Supply Chain Analyst
Start date: asap
Contract duration: 12-month contract
Location: Ware - 2 days per week on site
PAYE rate: £157.67 per day
Job Purpose:
1. Effectively execute pre-production activities to enable on-time job handover within Global Packaging Operations.
2. Timely progression and approval of clinical site temperature excursions to ensure continuity of clinical supplies.
3. Providing support to the Global Packaging Operations and Clinical Interface teams within the Clinical Supply Chain function
4. Seek and support process improvement opportunities.
5. Veeva activities to supported study leads/studies
6. Participate in management monitoring activities for Pre-Production Management
7. Support aligned Supply Chain Planners & Study Chain Study Leads as required
Key Responsibilities:
8. On-time execution of pre-production tasks (such as PMD Manufacturing Request (MRs) approval) in order to maintain the supply of clinical trial material
9. Right first-time documentation completion
10. Management of temperature excursions for local depots, in-transit excursions from local depots, and clinical site excursions
11. Veeva activities to support study leads/studies for maintaining integrity of clinical trial information.

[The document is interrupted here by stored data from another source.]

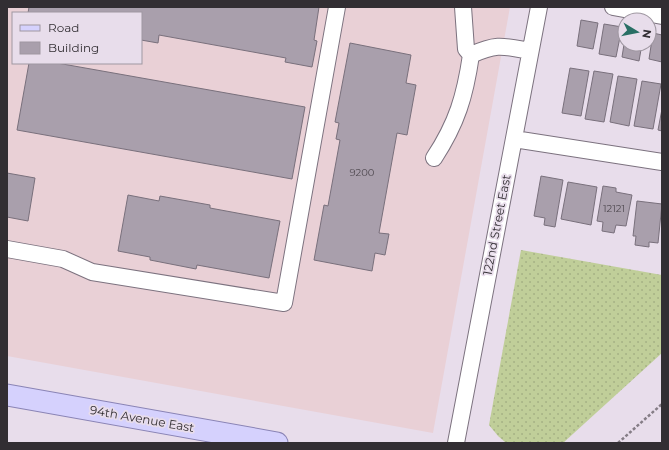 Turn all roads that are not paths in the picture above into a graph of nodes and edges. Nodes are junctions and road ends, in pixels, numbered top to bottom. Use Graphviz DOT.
graph roads {
  1 [pos="337,7"];
  2 [pos="463,7"];
  3 [pos="539,7"];
  4 [pos="613,7"];
  5 [pos="662,16"];
  6 [pos="530,51"];
  7 [pos="471,55"];
  8 [pos="514,139"];
  9 [pos="434,158"];
  10 [pos="662,162"];
  11 [pos="7,249"];
  12 [pos="7,395"];
  13 [pos="277,443"];
  14 [pos="456,443"];
  1 -- 11 [label="street"];
  2 -- 7 [label="street"];
  3 -- 6 [label="street, 122nd Street East"];
  4 -- 5 [label="street"];
  6 -- 7 [label="street"];
  6 -- 8 [label="street, 122nd Street East"];
  7 -- 9 [label="street"];
  8 -- 10 [label="street"];
  8 -- 14 [label="street, 122nd Street East"];
  12 -- 13 [label="main road, 94th Avenue East"];
} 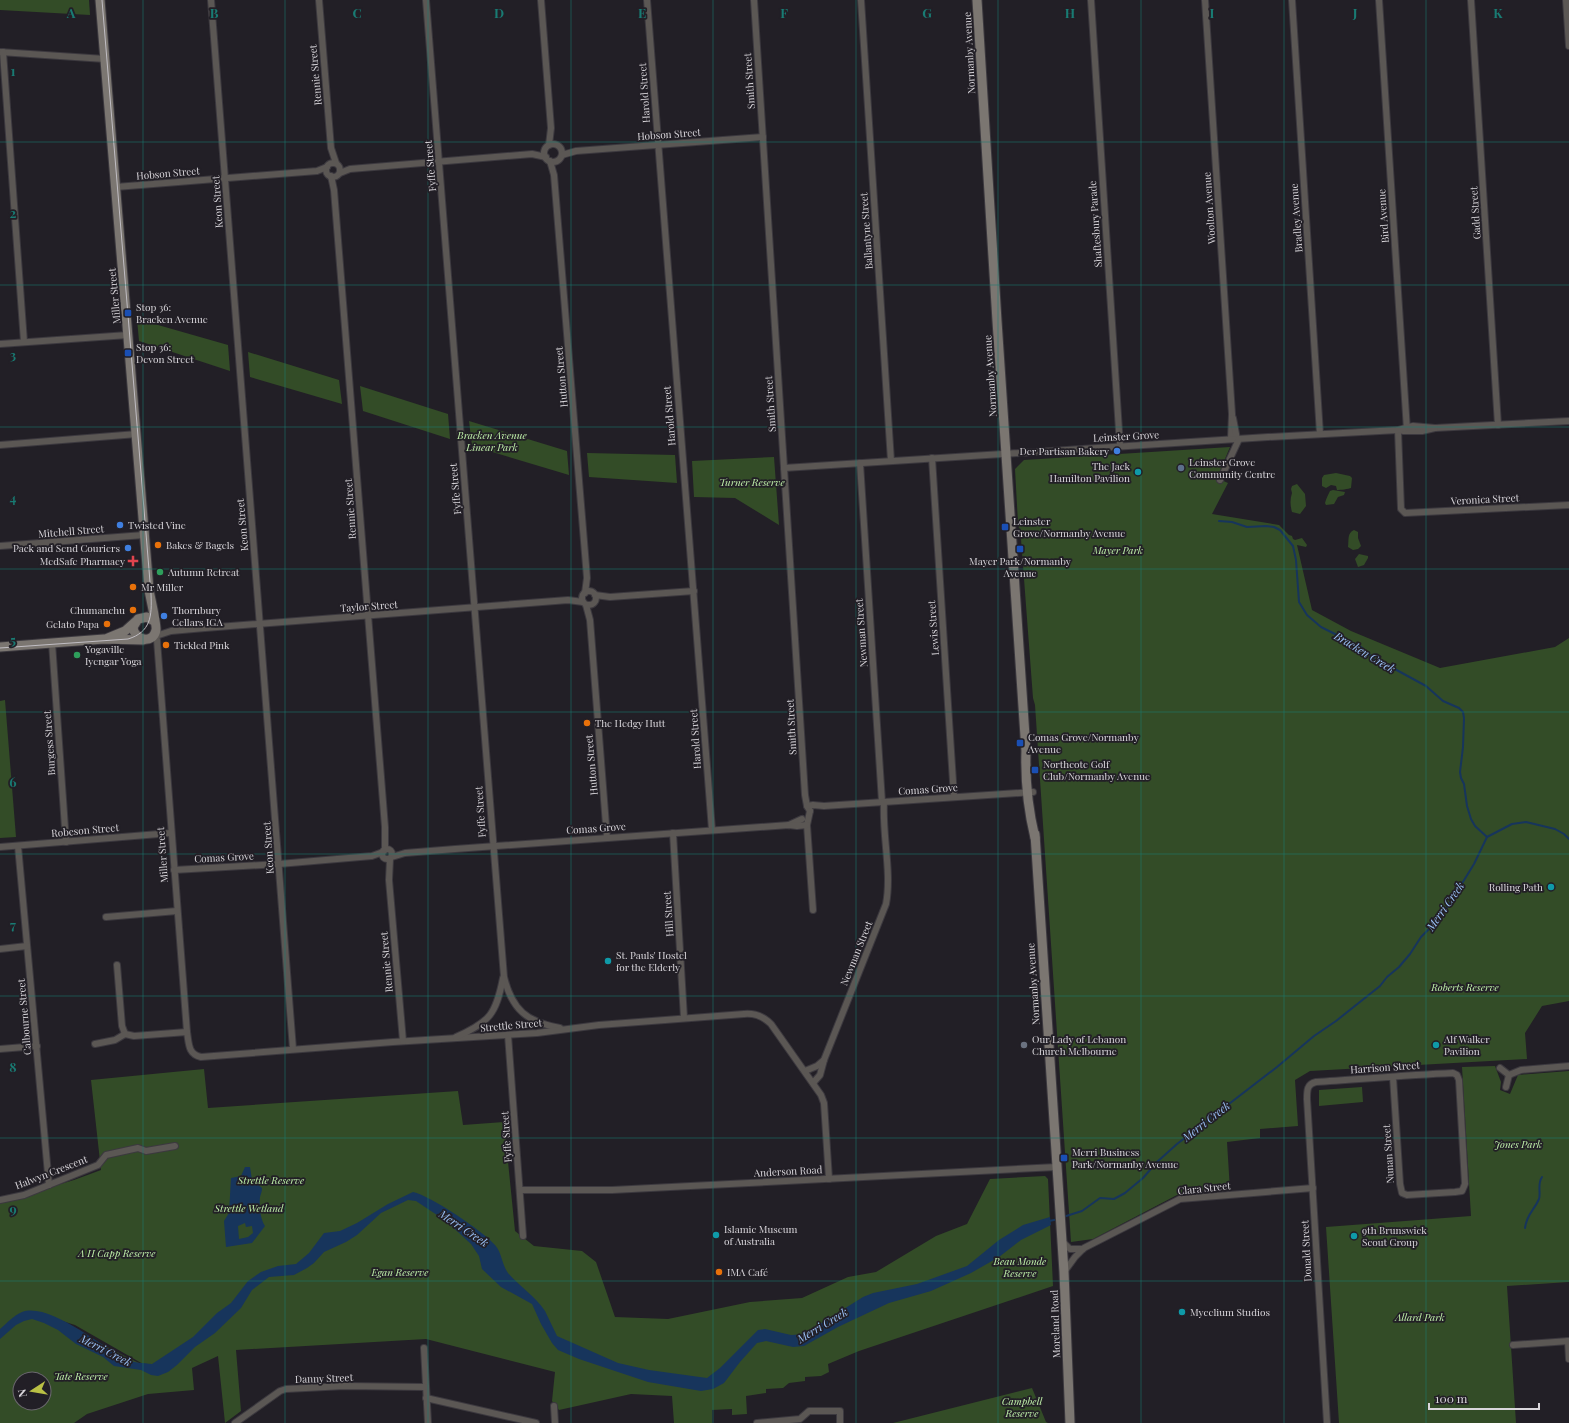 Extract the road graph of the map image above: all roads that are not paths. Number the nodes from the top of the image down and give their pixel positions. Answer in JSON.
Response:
{"nodes":[{"id":1,"x":100,"y":0,"type":"edge"},
{"id":2,"x":211,"y":0,"type":"edge"},
{"id":3,"x":318,"y":0,"type":"edge"},
{"id":4,"x":426,"y":0,"type":"edge"},
{"id":5,"x":542,"y":0,"type":"edge"},
{"id":6,"x":647,"y":0,"type":"edge"},
{"id":7,"x":754,"y":0,"type":"edge"},
{"id":8,"x":861,"y":0,"type":"edge"},
{"id":9,"x":977,"y":0,"type":"edge"},
{"id":10,"x":1091,"y":0,"type":"edge"},
{"id":11,"x":1205,"y":0,"type":"edge"},
{"id":12,"x":1292,"y":0,"type":"edge"},
{"id":13,"x":1379,"y":0,"type":"edge"},
{"id":14,"x":1471,"y":0,"type":"edge"},
{"id":15,"x":1566,"y":0,"type":"edge"},
{"id":16,"x":1569,"y":46,"type":"edge"},
{"id":17,"x":1,"y":52,"type":"edge"},
{"id":18,"x":105,"y":59,"type":"junction"},
{"id":19,"x":551,"y":128,"type":"junction"},
{"id":20,"x":763,"y":137,"type":"junction"},
{"id":21,"x":658,"y":144,"type":"junction"},
{"id":22,"x":547,"y":147,"type":"junction"},
{"id":23,"x":559,"y":152,"type":"junction"},
{"id":24,"x":532,"y":154,"type":"junction"},
{"id":25,"x":548,"y":159,"type":"junction"},
{"id":26,"x":440,"y":161,"type":"junction"},
{"id":27,"x":331,"y":168,"type":"junction"},
{"id":28,"x":350,"y":169,"type":"junction"},
{"id":29,"x":339,"y":175,"type":"junction"},
{"id":30,"x":554,"y":175,"type":"junction"},
{"id":31,"x":225,"y":178,"type":"junction"},
{"id":32,"x":116,"y":187,"type":"junction"},
{"id":33,"x":334,"y":190,"type":"junction"},
{"id":34,"x":128,"y":335,"type":"junction"},
{"id":35,"x":24,"y":342,"type":"junction"},
{"id":36,"x":0,"y":344,"type":"edge"},
{"id":37,"x":1569,"y":421,"type":"edge"},
{"id":38,"x":1498,"y":425,"type":"junction"},
{"id":39,"x":1398,"y":430,"type":"junction"},
{"id":40,"x":1407,"y":430,"type":"junction"},
{"id":41,"x":137,"y":434,"type":"junction"},
{"id":42,"x":1320,"y":434,"type":"junction"},
{"id":43,"x":1235,"y":439,"type":"junction"},
{"id":44,"x":0,"y":445,"type":"edge"},
{"id":45,"x":1120,"y":446,"type":"junction"},
{"id":46,"x":1006,"y":453,"type":"junction"},
{"id":47,"x":932,"y":458,"type":"junction"},
{"id":48,"x":891,"y":461,"type":"junction"},
{"id":49,"x":860,"y":463,"type":"junction"},
{"id":50,"x":784,"y":468,"type":"junction"},
{"id":51,"x":1220,"y":480,"type":"dead end"},
{"id":52,"x":1569,"y":505,"type":"edge"},
{"id":53,"x":144,"y":535,"type":"junction"},
{"id":54,"x":0,"y":546,"type":"edge"},
{"id":55,"x":149,"y":590,"type":"junction"},
{"id":56,"x":694,"y":590,"type":"junction"},
{"id":57,"x":589,"y":598,"type":"junction"},
{"id":58,"x":474,"y":608,"type":"junction"},
{"id":59,"x":368,"y":616,"type":"junction"},
{"id":60,"x":137,"y":620,"type":"junction"},
{"id":61,"x":260,"y":624,"type":"junction"},
{"id":62,"x":155,"y":628,"type":"junction"},
{"id":63,"x":105,"y":639,"type":"junction"},
{"id":64,"x":144,"y":640,"type":"junction"},
{"id":65,"x":52,"y":643,"type":"junction"},
{"id":66,"x":0,"y":647,"type":"edge"},
{"id":67,"x":157,"y":655,"type":"junction"},
{"id":68,"x":1030,"y":792,"type":"junction"},
{"id":69,"x":954,"y":797,"type":"junction"},
{"id":70,"x":883,"y":802,"type":"junction"},
{"id":71,"x":809,"y":809,"type":"junction"},
{"id":72,"x":802,"y":819,"type":"junction"},
{"id":73,"x":789,"y":825,"type":"junction"},
{"id":74,"x":807,"y":825,"type":"junction"},
{"id":75,"x":712,"y":830,"type":"junction"},
{"id":76,"x":171,"y":833,"type":"junction"},
{"id":77,"x":672,"y":833,"type":"junction"},
{"id":78,"x":607,"y":838,"type":"junction"},
{"id":79,"x":66,"y":842,"type":"junction"},
{"id":80,"x":18,"y":846,"type":"junction"},
{"id":81,"x":493,"y":846,"type":"junction"},
{"id":82,"x":0,"y":847,"type":"edge"},
{"id":83,"x":387,"y":855,"type":"junction"},
{"id":84,"x":279,"y":864,"type":"junction"},
{"id":85,"x":174,"y":870,"type":"junction"},
{"id":86,"x":813,"y":910,"type":"dead end"},
{"id":87,"x":177,"y":911,"type":"junction"},
{"id":88,"x":106,"y":916,"type":"dead end"},
{"id":89,"x":28,"y":946,"type":"junction"},
{"id":90,"x":0,"y":949,"type":"edge"},
{"id":91,"x":117,"y":965,"type":"dead end"},
{"id":92,"x":504,"y":976,"type":"junction"},
{"id":93,"x":684,"y":1018,"type":"junction"},
{"id":94,"x":565,"y":1029,"type":"junction"},
{"id":95,"x":188,"y":1032,"type":"junction"},
{"id":96,"x":126,"y":1034,"type":"junction"},
{"id":97,"x":508,"y":1035,"type":"junction"},
{"id":98,"x":452,"y":1039,"type":"junction"},
{"id":99,"x":403,"y":1041,"type":"junction"},
{"id":100,"x":95,"y":1044,"type":"dead end"},
{"id":101,"x":36,"y":1046,"type":"junction"},
{"id":102,"x":0,"y":1049,"type":"edge"},
{"id":103,"x":293,"y":1049,"type":"junction"},
{"id":104,"x":192,"y":1052,"type":"joint"},
{"id":105,"x":824,"y":1060,"type":"junction"},
{"id":106,"x":1569,"y":1066,"type":"edge"},
{"id":107,"x":1500,"y":1068,"type":"dead end"},
{"id":108,"x":805,"y":1071,"type":"junction"},
{"id":109,"x":1509,"y":1075,"type":"junction"},
{"id":110,"x":1393,"y":1077,"type":"junction"},
{"id":111,"x":1314,"y":1082,"type":"joint"},
{"id":112,"x":813,"y":1083,"type":"junction"},
{"id":113,"x":1506,"y":1087,"type":"dead end"},
{"id":114,"x":175,"y":1146,"type":"dead end"},
{"id":115,"x":1057,"y":1167,"type":"junction"},
{"id":116,"x":829,"y":1179,"type":"junction"},
{"id":117,"x":49,"y":1185,"type":"junction"},
{"id":118,"x":1313,"y":1188,"type":"junction"},
{"id":119,"x":520,"y":1190,"type":"junction"},
{"id":120,"x":1462,"y":1191,"type":"joint"},
{"id":121,"x":0,"y":1200,"type":"edge"},
{"id":122,"x":1059,"y":1201,"type":"joint"},
{"id":123,"x":523,"y":1236,"type":"dead end"},
{"id":124,"x":1062,"y":1238,"type":"junction"},
{"id":125,"x":1084,"y":1248,"type":"junction"},
{"id":126,"x":1064,"y":1272,"type":"junction"},
{"id":127,"x":1568,"y":1341,"type":"edge"},
{"id":128,"x":1513,"y":1345,"type":"dead end"},
{"id":129,"x":424,"y":1348,"type":"dead end"},
{"id":130,"x":1569,"y":1359,"type":"edge"},
{"id":131,"x":426,"y":1387,"type":"junction"},
{"id":132,"x":426,"y":1398,"type":"junction"},
{"id":133,"x":554,"y":1406,"type":"dead end"},
{"id":134,"x":235,"y":1423,"type":"edge"},
{"id":135,"x":428,"y":1423,"type":"edge"},
{"id":136,"x":536,"y":1423,"type":"edge"},
{"id":137,"x":555,"y":1423,"type":"edge"},
{"id":138,"x":757,"y":1423,"type":"edge"},
{"id":139,"x":840,"y":1423,"type":"edge"},
{"id":140,"x":1070,"y":1423,"type":"edge"},
{"id":141,"x":1327,"y":1423,"type":"edge"}],
"edges":[{"from":1,"to":18,"type":"main road","name":"Miller Street"},
{"from":2,"to":31,"type":"street","name":"Keon Street"},
{"from":3,"to":27,"type":"street","name":"Rennie Street"},
{"from":4,"to":26,"type":"street","name":"Fyffe Street"},
{"from":5,"to":19,"type":"street"},
{"from":6,"to":21,"type":"street","name":"Harold Street"},
{"from":7,"to":20,"type":"street","name":"Smith Street"},
{"from":8,"to":48,"type":"street","name":"Ballantyne Street"},
{"from":9,"to":46,"type":"main road","name":"Normanby Avenue"},
{"from":10,"to":45,"type":"street","name":"Shaftesbury Parade"},
{"from":11,"to":43,"type":"street","name":"Woolton Avenue"},
{"from":12,"to":42,"type":"street","name":"Bradley Avenue"},
{"from":13,"to":40,"type":"street","name":"Bird Avenue"},
{"from":14,"to":38,"type":"street","name":"Gadd Street"},
{"from":15,"to":16,"type":"street"},
{"from":17,"to":18,"type":"street"},
{"from":17,"to":35,"type":"street"},
{"from":18,"to":32,"type":"main road","name":"Miller Street"},
{"from":19,"to":22,"type":"street"},
{"from":19,"to":23,"type":"street"},
{"from":20,"to":21,"type":"street","name":"Hobson Street"},
{"from":20,"to":50,"type":"street","name":"Smith Street"},
{"from":21,"to":23,"type":"street","name":"Hobson Street"},
{"from":21,"to":56,"type":"street","name":"Harold Street"},
{"from":22,"to":23,"type":"street","name":"Hobson Street"},
{"from":22,"to":24,"type":"street","name":"Hobson Street"},
{"from":22,"to":25,"type":"street","name":"Hutton Street"},
{"from":23,"to":25,"type":"street","name":"Hobson Street"},
{"from":23,"to":30,"type":"street","name":"Hutton Street"},
{"from":24,"to":25,"type":"street","name":"Hobson Street"},
{"from":24,"to":26,"type":"street","name":"Hobson Street"},
{"from":25,"to":30,"type":"street","name":"Hutton Street"},
{"from":26,"to":28,"type":"street","name":"Hobson Street"},
{"from":26,"to":58,"type":"street","name":"Fyffe Street"},
{"from":27,"to":28,"type":"street","name":"Hobson Street"},
{"from":27,"to":29,"type":"street"},
{"from":27,"to":29,"type":"street"},
{"from":27,"to":31,"type":"street","name":"Hobson Street"},
{"from":27,"to":33,"type":"street","name":"Rennie Street"},
{"from":28,"to":29,"type":"street","name":"Hobson Street"},
{"from":29,"to":33,"type":"street","name":"Rennie Street"},
{"from":30,"to":57,"type":"street","name":"Hutton Street"},
{"from":31,"to":32,"type":"street","name":"Hobson Street"},
{"from":31,"to":61,"type":"street","name":"Keon Street"},
{"from":32,"to":34,"type":"main road","name":"Miller Street"},
{"from":33,"to":59,"type":"street","name":"Rennie Street"},
{"from":34,"to":35,"type":"street"},
{"from":34,"to":41,"type":"main road","name":"Miller Street"},
{"from":35,"to":36,"type":"street"},
{"from":37,"to":38,"type":"street","name":"Leinster Grove"},
{"from":38,"to":40,"type":"street","name":"Leinster Grove"},
{"from":39,"to":40,"type":"street","name":"Leinster Grove"},
{"from":39,"to":42,"type":"street","name":"Leinster Grove"},
{"from":39,"to":52,"type":"street","name":"Veronica Street"},
{"from":41,"to":44,"type":"street"},
{"from":41,"to":53,"type":"main road","name":"Miller Street"},
{"from":42,"to":43,"type":"street","name":"Leinster Grove"},
{"from":43,"to":45,"type":"street","name":"Leinster Grove"},
{"from":43,"to":51,"type":"street"},
{"from":45,"to":46,"type":"street","name":"Leinster Grove"},
{"from":46,"to":47,"type":"street","name":"Leinster Grove"},
{"from":46,"to":68,"type":"main road","name":"Normanby Avenue"},
{"from":47,"to":48,"type":"street","name":"Leinster Grove"},
{"from":47,"to":69,"type":"street","name":"Lewis Street"},
{"from":48,"to":49,"type":"street","name":"Leinster Grove"},
{"from":49,"to":50,"type":"street","name":"Leinster Grove"},
{"from":49,"to":70,"type":"street","name":"Newman Street"},
{"from":50,"to":71,"type":"street","name":"Smith Street"},
{"from":53,"to":54,"type":"street","name":"Mitchell Street"},
{"from":53,"to":55,"type":"main road","name":"Miller Street"},
{"from":55,"to":60,"type":"main road","name":"Miller Street"},
{"from":55,"to":62,"type":"main road","name":"Miller Street"},
{"from":56,"to":57,"type":"street","name":"Taylor Street"},
{"from":56,"to":75,"type":"street","name":"Harold Street"},
{"from":57,"to":58,"type":"street","name":"Taylor Street"},
{"from":57,"to":78,"type":"street","name":"Hutton Street"},
{"from":58,"to":59,"type":"street","name":"Taylor Street"},
{"from":58,"to":81,"type":"street","name":"Fyffe Street"},
{"from":59,"to":61,"type":"street","name":"Taylor Street"},
{"from":59,"to":83,"type":"street","name":"Rennie Street"},
{"from":60,"to":62,"type":"main road"},
{"from":60,"to":63,"type":"main road"},
{"from":60,"to":64,"type":"main road"},
{"from":61,"to":62,"type":"street","name":"Taylor Street"},
{"from":61,"to":84,"type":"street","name":"Keon Street"},
{"from":62,"to":64,"type":"main road"},
{"from":62,"to":67,"type":"street","name":"Miller Street"},
{"from":63,"to":64,"type":"main road"},
{"from":63,"to":65,"type":"main road"},
{"from":64,"to":67,"type":"street"},
{"from":65,"to":66,"type":"main road"},
{"from":65,"to":79,"type":"street","name":"Burgess Street"},
{"from":67,"to":76,"type":"street","name":"Miller Street"},
{"from":68,"to":69,"type":"street","name":"Comas Grove"},
{"from":68,"to":115,"type":"main road","name":"Normanby Avenue"},
{"from":69,"to":70,"type":"street","name":"Comas Grove"},
{"from":70,"to":71,"type":"street","name":"Comas Grove"},
{"from":70,"to":105,"type":"street","name":"Newman Street"},
{"from":71,"to":72,"type":"street","name":"Smith Street"},
{"from":71,"to":74,"type":"street","name":"Smith Street"},
{"from":72,"to":73,"type":"street","name":"Comas Grove"},
{"from":72,"to":74,"type":"street"},
{"from":73,"to":74,"type":"street","name":"Comas Grove"},
{"from":73,"to":75,"type":"street","name":"Comas Grove"},
{"from":74,"to":86,"type":"street","name":"Smith Street"},
{"from":75,"to":77,"type":"street","name":"Comas Grove"},
{"from":76,"to":79,"type":"street","name":"Robeson Street"},
{"from":76,"to":85,"type":"street","name":"Miller Street"},
{"from":77,"to":78,"type":"street","name":"Comas Grove"},
{"from":77,"to":93,"type":"street","name":"Hill Street"},
{"from":78,"to":81,"type":"street","name":"Comas Grove"},
{"from":79,"to":80,"type":"street","name":"Robeson Street"},
{"from":80,"to":82,"type":"street","name":"Robeson Street"},
{"from":80,"to":89,"type":"street","name":"Calbourne Street"},
{"from":81,"to":83,"type":"street","name":"Comas Grove"},
{"from":81,"to":92,"type":"street","name":"Fyffe Street"},
{"from":83,"to":84,"type":"street","name":"Comas Grove"},
{"from":83,"to":99,"type":"street","name":"Rennie Street"},
{"from":84,"to":85,"type":"street","name":"Comas Grove"},
{"from":84,"to":103,"type":"street","name":"Keon Street"},
{"from":85,"to":87,"type":"street","name":"Miller Street"},
{"from":87,"to":88,"type":"street"},
{"from":87,"to":95,"type":"street","name":"Miller Street"},
{"from":89,"to":90,"type":"street"},
{"from":89,"to":101,"type":"street","name":"Calbourne Street"},
{"from":91,"to":96,"type":"street"},
{"from":92,"to":94,"type":"street","name":"Fyffe Street"},
{"from":92,"to":98,"type":"street","name":"Fyffe Street"},
{"from":93,"to":94,"type":"street","name":"Strettle Street"},
{"from":93,"to":108,"type":"street","name":"Strettle Street"},
{"from":94,"to":97,"type":"street","name":"Strettle Street"},
{"from":95,"to":96,"type":"street"},
{"from":95,"to":104,"type":"street","name":"Miller Street"},
{"from":96,"to":100,"type":"street"},
{"from":97,"to":98,"type":"street","name":"Strettle Street"},
{"from":97,"to":119,"type":"street","name":"Fyffe Street"},
{"from":98,"to":99,"type":"street","name":"Strettle Street"},
{"from":99,"to":103,"type":"street","name":"Strettle Street"},
{"from":101,"to":102,"type":"street"},
{"from":101,"to":117,"type":"street","name":"Calbourne Street"},
{"from":103,"to":104,"type":"street","name":"Strettle Street"},
{"from":105,"to":108,"type":"street"},
{"from":105,"to":112,"type":"street","name":"Newman Street"},
{"from":106,"to":109,"type":"street"},
{"from":107,"to":109,"type":"street"},
{"from":108,"to":112,"type":"street"},
{"from":109,"to":113,"type":"street"},
{"from":110,"to":111,"type":"street","name":"Harrison Street"},
{"from":110,"to":120,"type":"street","name":"Nunan Street"},
{"from":110,"to":120,"type":"street","name":"Harrison Street"},
{"from":111,"to":118,"type":"street","name":"Donald Street"},
{"from":112,"to":116,"type":"street"},
{"from":114,"to":117,"type":"street","name":"Halwyn Crescent"},
{"from":115,"to":116,"type":"street","name":"Anderson Road"},
{"from":115,"to":122,"type":"main road","name":"Normanby Avenue"},
{"from":116,"to":119,"type":"street","name":"Anderson Road"},
{"from":117,"to":121,"type":"street","name":"Halwyn Crescent"},
{"from":118,"to":125,"type":"street","name":"Clara Street"},
{"from":118,"to":141,"type":"street","name":"Donald Street"},
{"from":119,"to":123,"type":"street","name":"Fyffe Street"},
{"from":122,"to":124,"type":"main road","name":"Moreland Road"},
{"from":124,"to":125,"type":"street"},
{"from":124,"to":126,"type":"main road","name":"Moreland Road"},
{"from":125,"to":126,"type":"street","name":"Clara Street"},
{"from":126,"to":140,"type":"main road","name":"Moreland Road"},
{"from":127,"to":128,"type":"street"},
{"from":127,"to":130,"type":"street"},
{"from":129,"to":131,"type":"street"},
{"from":131,"to":132,"type":"street"},
{"from":131,"to":134,"type":"street","name":"Danny Street"},
{"from":132,"to":135,"type":"street"},
{"from":132,"to":136,"type":"street"},
{"from":133,"to":137,"type":"street"},
{"from":138,"to":139,"type":"street"}]}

12. Quality - Management monitoring audits
13. Approval of GMP MRs in local inventory management system (PMD) for both internal and external packaging activities.
14. Management of inventory: movement of stock around the network as required ensuring the right stock is in the right place at the right time, timely destruction of expired materials
15. Maintenance of demand plans within local MRP system (Supply Management Tool) in conjunction with the Supply Chain Study Lead / Planner within Clinical Interface
16. Management of temperature excursions at clinical sites, ensuring all relevant documentation is retained in the appropriate archiving / trial master file system.
17. Understand processes across the supply chain in order to ensure timely and accurate delivery of both information and documentation to the next node in the supply chain
18. Ownership of the post-packaging assessment and release for new and additional countries participating in clinical studies
Requirements:
University degree or equivalent experience plus demonstrated computer skills in Microsoft office suite of products.
19. Capable of accurately reviewing, editing and approving documentation for completeness, with attention to detail.
20. Demonstrates an understanding of clinical packaging and manufacturing terminology.
21. Possesses working knowledge of Good Manufacturing Practices (GMPs).
22. Able to manage own time and workload priorities, self-motivated.